**Required work**.
What follows is a set of records. Copy them exactly and leave out the images.

**Entries supplied**.
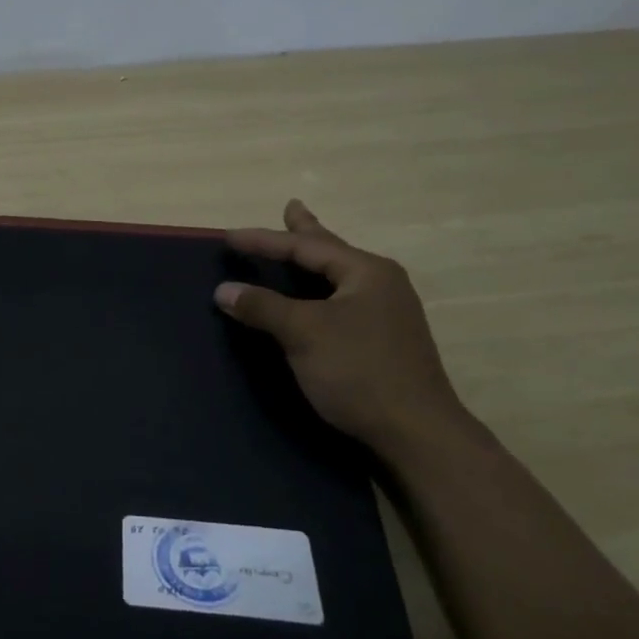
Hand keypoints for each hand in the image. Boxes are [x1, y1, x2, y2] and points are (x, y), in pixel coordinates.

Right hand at [216, 199, 471, 461]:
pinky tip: (316, 297)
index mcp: (367, 272)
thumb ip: (263, 307)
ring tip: (300, 244)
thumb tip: (223, 290)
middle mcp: (381, 284)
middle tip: (292, 206)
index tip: (228, 236)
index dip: (264, 240)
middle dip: (307, 230)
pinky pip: (341, 300)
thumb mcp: (304, 333)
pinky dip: (319, 290)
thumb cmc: (358, 371)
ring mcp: (386, 313)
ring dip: (314, 261)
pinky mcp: (383, 340)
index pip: (306, 247)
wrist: (415, 431)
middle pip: (331, 251)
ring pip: (338, 277)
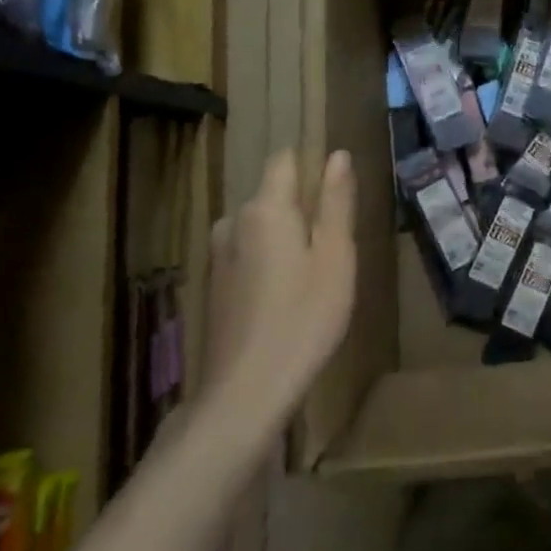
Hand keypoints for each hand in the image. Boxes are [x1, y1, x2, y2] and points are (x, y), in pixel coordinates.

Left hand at [203, 149, 356, 416]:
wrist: (244, 395)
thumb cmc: (304, 319)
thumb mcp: (336, 256)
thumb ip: (336, 202)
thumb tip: (337, 155)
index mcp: (266, 208)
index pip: (285, 159)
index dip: (312, 165)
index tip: (336, 194)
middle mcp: (234, 221)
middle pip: (273, 194)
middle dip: (303, 207)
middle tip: (334, 246)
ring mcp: (218, 254)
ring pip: (260, 225)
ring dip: (285, 236)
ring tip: (313, 274)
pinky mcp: (213, 285)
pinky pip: (247, 252)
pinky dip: (268, 260)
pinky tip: (285, 297)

**Response below**.
Hand keypoints for each hand in the image. Boxes are [x1, y1, x2, y2] and points are (x, y), in pixel coordinates.

Right hand at [216, 199, 471, 461]:
pinky tip: (316, 297)
index mcp: (367, 272)
thumb ip: (263, 307)
ring tip: (300, 244)
thumb tip: (223, 290)
middle mcp: (381, 284)
middle tip: (292, 206)
index tip: (228, 236)
index dip: (264, 240)
middle dip: (307, 230)
pinky pip: (341, 300)
thumb mcp: (304, 333)
pinky dip: (319, 290)
thumb cmc: (358, 371)
ring mcp: (386, 313)
ring dip: (314, 261)
pinky mcp: (383, 340)
index pip: (306, 247)
wrist: (415, 431)
middle pip: (331, 251)
ring pip: (338, 277)
Hand keypoints for each hand in the image. Boxes are [x1, y1, x2, y2] and points are (x, y), in pixel coordinates.

Left hand at [203, 149, 356, 416]:
wrist: (244, 395)
thumb cmc: (304, 319)
thumb mcp: (336, 256)
thumb ip: (336, 202)
thumb tip: (337, 155)
index mcp: (266, 208)
index pip: (285, 159)
index dip: (312, 165)
index tip: (336, 194)
middle mcp: (234, 221)
middle pip: (273, 194)
middle dip: (303, 207)
middle tip: (334, 246)
ring mcp: (218, 254)
ring pip: (260, 225)
ring dip: (285, 236)
ring tip: (313, 274)
pinky mcp: (213, 285)
pinky pip: (247, 252)
pinky dip: (268, 260)
pinky tip: (285, 297)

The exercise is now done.